FDA Explains Timetable and Procedure for Electronic Submissions

The FDA has released the timetable and regulatory plan for its electronic submission requirements as well as the procedure for certain electronic submissions under section 745(a) of the federal Food, Drug, and Cosmetic Act (FDC Act) (21 U.S.C. § 379k–1). The FDA made the information available through two finalized guidances, one (79 FR 75570) explaining which types of submissions must be made electronically, when they must be submitted, and how the FDA will implement specific requirements related to electronic submission, and another (79 FR 75568) establishing standards for electronic data submission.

Electronic Submission

Under Section 745A(a) of the Federal Food, Drug, and Cosmetic Act (FDC Act) (21 U.S.C. § 355), the FDA is authorized to require electronic submission of certain content that sponsors and applicants submit to the agency. The FDA determined that because the specific electronic formats and submission types were too numerous to be contained in a single document, the agency decided to implement Section 745(a) through a series of guidances. At least 24 months after the FDA issues a final guidance specifying a type of information requiring electronic submission, the content must be submitted to the FDA electronically.
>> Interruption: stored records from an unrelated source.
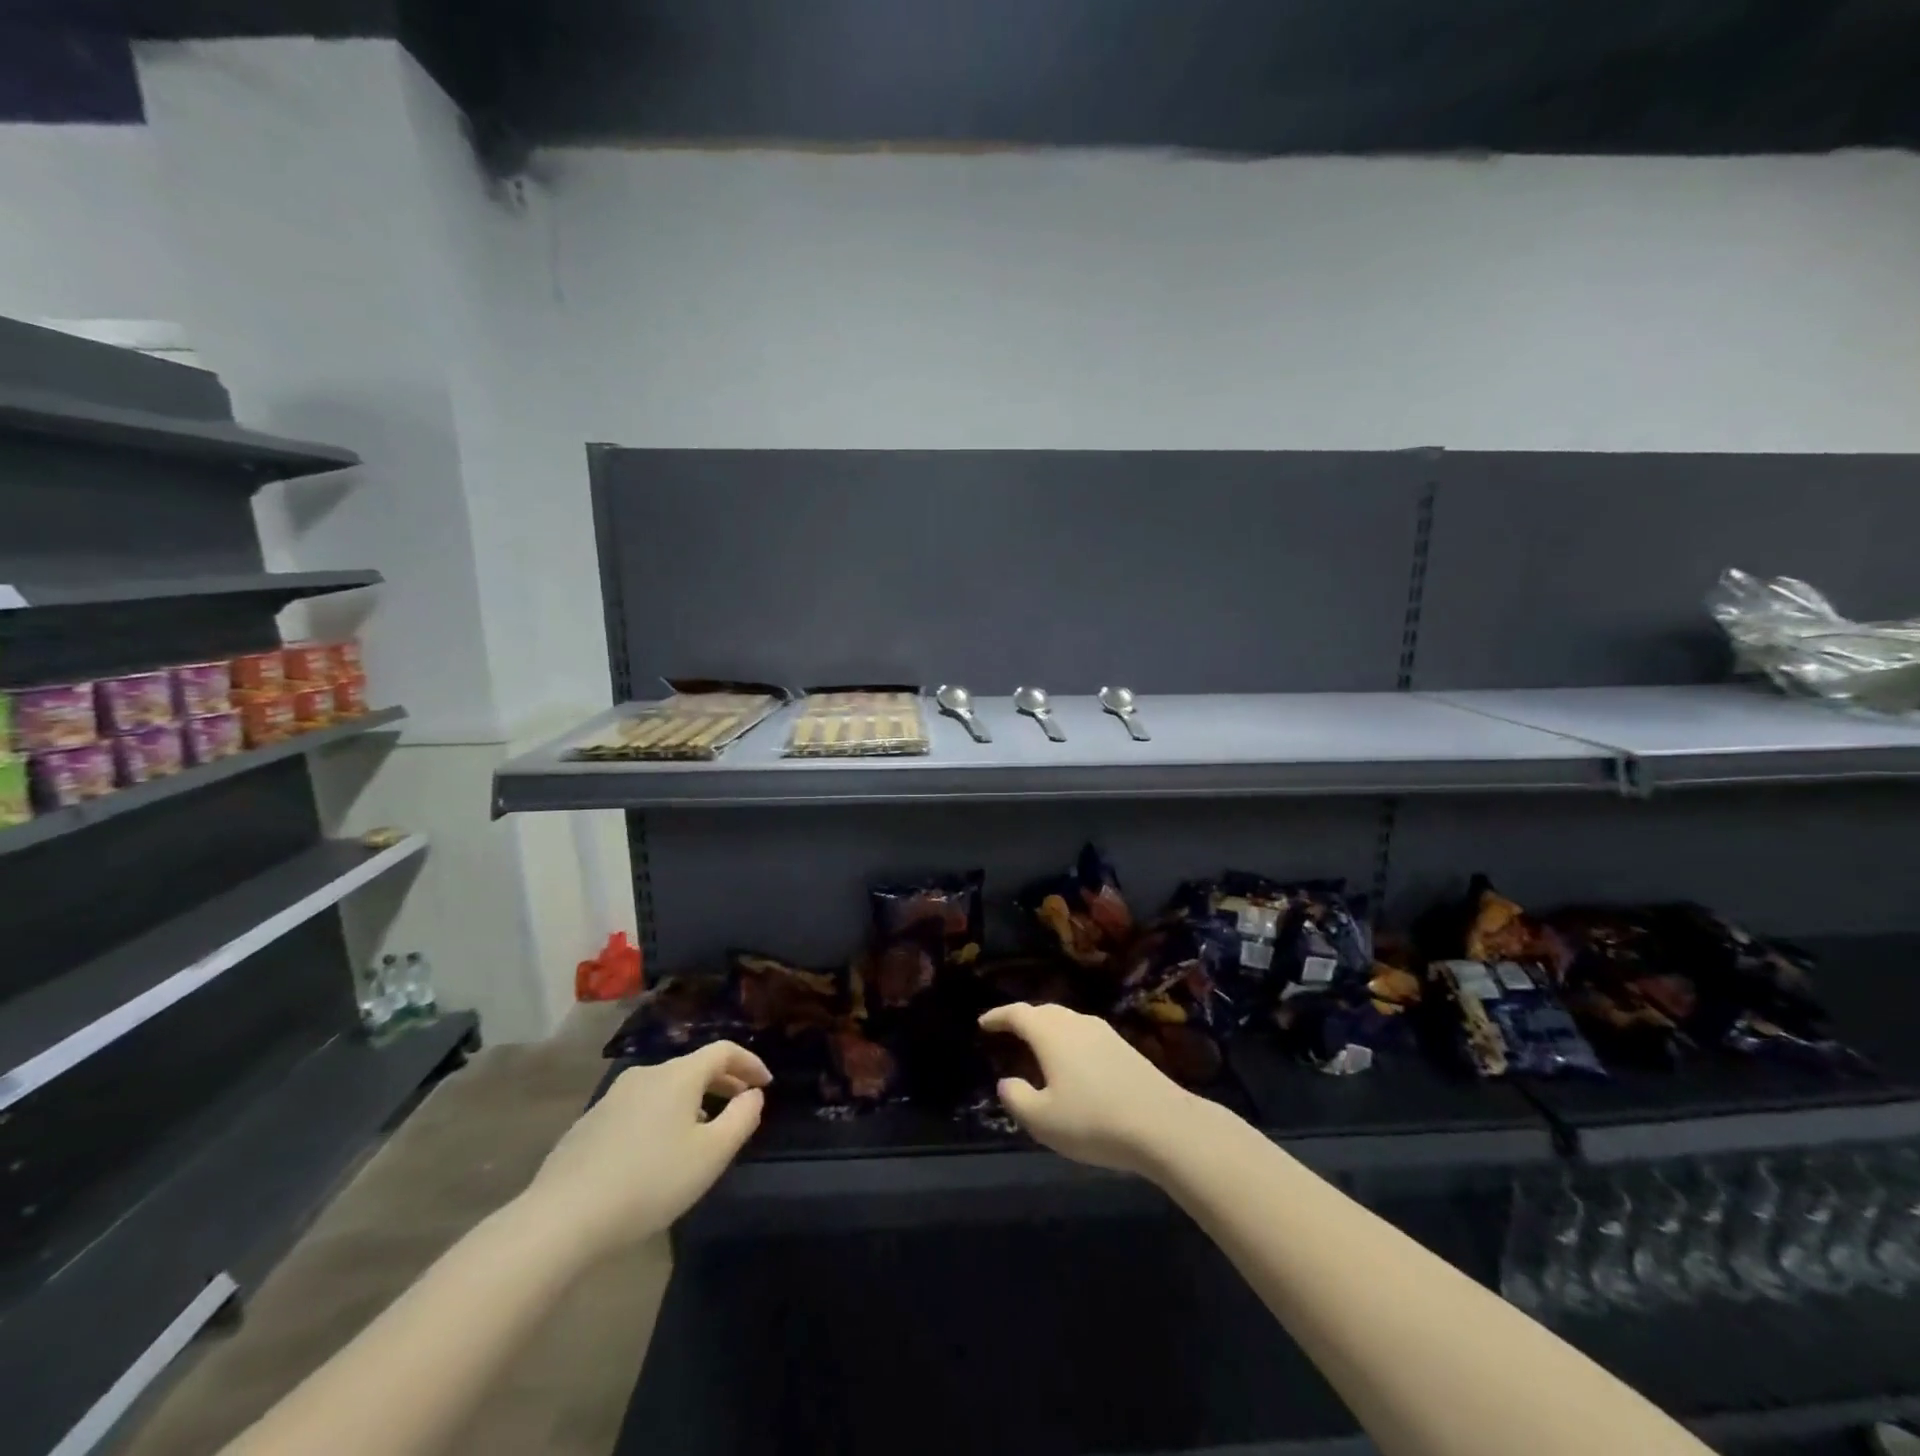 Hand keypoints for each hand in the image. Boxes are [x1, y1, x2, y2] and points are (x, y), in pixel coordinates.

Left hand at [520, 1042, 769, 1254]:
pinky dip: (661, 1117)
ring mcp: (613, 1097)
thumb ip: (741, 1119)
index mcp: (678, 1075)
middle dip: (722, 1083)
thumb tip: (753, 1095)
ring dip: (691, 1102)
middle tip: (740, 1106)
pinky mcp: (589, 1124)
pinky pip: (639, 1108)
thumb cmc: (649, 1182)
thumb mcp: (711, 1155)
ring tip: (701, 1133)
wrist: (561, 1218)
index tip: (766, 1084)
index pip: (723, 1051)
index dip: (749, 1063)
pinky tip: (657, 1153)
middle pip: (693, 1067)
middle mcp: (646, 1074)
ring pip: (665, 1089)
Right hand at [977, 1003, 1204, 1177]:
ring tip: (1037, 1046)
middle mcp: (1075, 1023)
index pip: (1018, 1014)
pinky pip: (1084, 1032)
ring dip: (1047, 1028)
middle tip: (1008, 1032)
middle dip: (1023, 1019)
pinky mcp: (1123, 1046)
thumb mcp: (1043, 1120)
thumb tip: (1006, 1081)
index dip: (998, 1016)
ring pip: (1066, 1020)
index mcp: (1051, 1033)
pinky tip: (1071, 1061)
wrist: (1163, 1124)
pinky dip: (1068, 1039)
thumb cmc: (1094, 1121)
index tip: (983, 1023)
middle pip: (1044, 1012)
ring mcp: (1103, 1032)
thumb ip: (1017, 1098) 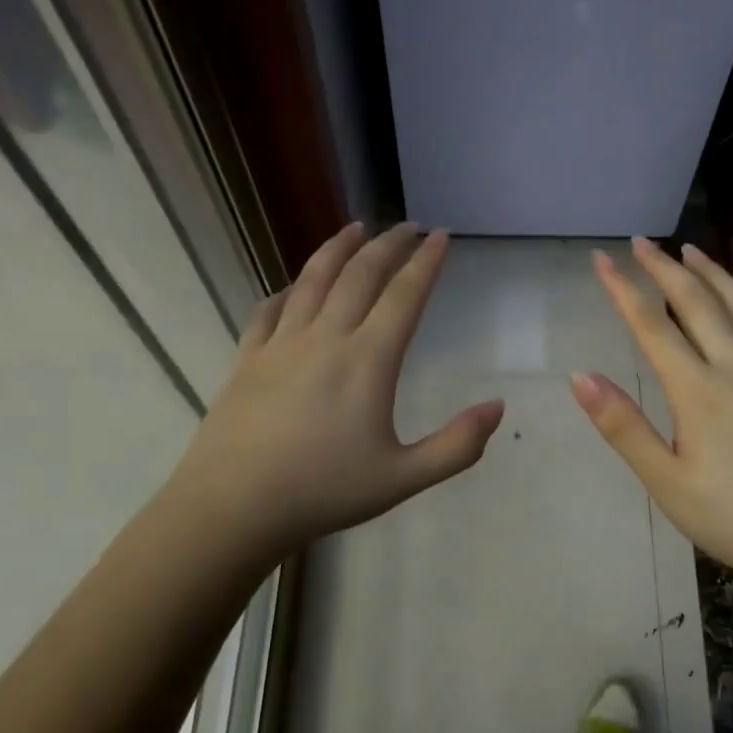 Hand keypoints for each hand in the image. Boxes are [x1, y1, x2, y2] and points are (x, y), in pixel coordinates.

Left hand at [168, 222, 503, 563]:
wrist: (233, 507)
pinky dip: (290, 288)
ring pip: (313, 279)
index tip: (441, 236)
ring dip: (339, 248)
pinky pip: (271, 309)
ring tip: (356, 228)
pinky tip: (296, 285)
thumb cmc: (323, 492)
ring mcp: (281, 344)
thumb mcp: (403, 479)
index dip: (426, 262)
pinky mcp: (248, 357)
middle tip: (408, 226)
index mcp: (367, 361)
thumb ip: (457, 446)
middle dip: (389, 244)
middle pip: (361, 274)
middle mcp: (326, 338)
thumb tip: (498, 407)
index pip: (404, 296)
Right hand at [571, 238, 732, 595]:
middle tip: (644, 242)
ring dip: (715, 275)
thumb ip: (623, 426)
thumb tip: (580, 377)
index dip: (622, 290)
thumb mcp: (666, 481)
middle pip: (698, 304)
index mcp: (698, 390)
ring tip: (694, 252)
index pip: (651, 327)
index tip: (602, 259)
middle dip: (666, 269)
The FDA plans to  “periodically issue guidances specifying the electronic format for types of submissions to new drug applications (NDAs), abbreviated new drug applications (ANDAs), biologics license applications (BLAs), and investigational new drug applications (INDs).”
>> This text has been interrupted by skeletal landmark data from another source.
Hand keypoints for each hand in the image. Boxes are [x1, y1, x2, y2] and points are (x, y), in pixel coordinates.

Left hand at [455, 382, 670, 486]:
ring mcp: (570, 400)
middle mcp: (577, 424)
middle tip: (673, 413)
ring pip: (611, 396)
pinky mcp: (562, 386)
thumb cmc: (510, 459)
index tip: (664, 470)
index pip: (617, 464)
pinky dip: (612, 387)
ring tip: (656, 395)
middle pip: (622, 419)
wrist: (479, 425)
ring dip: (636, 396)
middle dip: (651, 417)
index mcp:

The procedural guidance sets out the FDA’s interpretation of the scope of Section 745(a) as well as waivers and exemptions that will apply to certain submission types. Additionally, the guidance sets out a timetable explaining the FDA’s plan for implementing the electronic submission requirements. In addition to requiring that INDs, ANDAs, BLAs, and NDAs be electronically submitted, Section 745(a) also requires that amendments, supplements, and reports related to those submissions must be electronically submitted as well. The guidance indicates that while only noncommercial INDs are currently exempt from the electronic submission requirements, the FDA may discuss additional exemptions in individual guidances for specific submissions. Similarly, the FDA plans to discuss the criteria for waivers in the upcoming individual guidances for specific submissions.

Specific Requirements

The FDA indicates that “individual draft guidances will be developed to specify the electronic formats, subject matter, and scope of applicability for submissions under Section 745A(a). Those draft guidances will be published in the Federal Register and subject to a comment period. After review and revision, the final version of the guidance will be published and will indicate the “date on which the new electronic submission formats specified in the guidance will be required for the submission types identified in the guidance document.” The guidance provides examples to help explain to sponsors and applicants how the FDA plans to interpret the timing and implementation of the new formats.

Study Data

The other final guidance released by the FDA details the specifics of electronic submission requirements for study data contained in NDAs, ANDAs, BLAs, and INDs. The FDA indicates that study data must be submitted in a form that the FDA can process, review and archive. Accordingly, the guidance indicates that submissions of clinical and nonclinical study data should use the standards specified in the Data Standards Catalog. The FDA may refuse to file or accept submissions that do not conform to the standards specified in the Data Standards Catalog. However, according to the guidance, the FDA may grant a waiver to allow sponsors or applicants an exception from using specific versions of FDA-supported standards. The FDA guidance sets out the specific email request procedure for obtaining such a waiver.


The study data guidance also sets out exceptions to the general rule requiring studies beginning 24 months after the publication date to use FDA-supported standards. The agency indicates that updates to standards and new standards will result in the establishment of transition dates or dates when sponsors and applicants will be expected to abide by the new or revised standards in their submissions.


Additionally, the FDA made clear in both guidances that due to the authority granted to the FDA through Section 745(a), the guidances the agency issues under the section are binding and establish legally enforceable responsibilities. Congress granted “explicit authorization” to the FDA to implement the statutory electronic submission requirements of Section 745(a) in guidance form. As a result, the FDA guidances carry considerably greater authority than typical suggestive FDA guidance documents and use the imperative language “must or required” when describing the obligations of sponsors and applicants.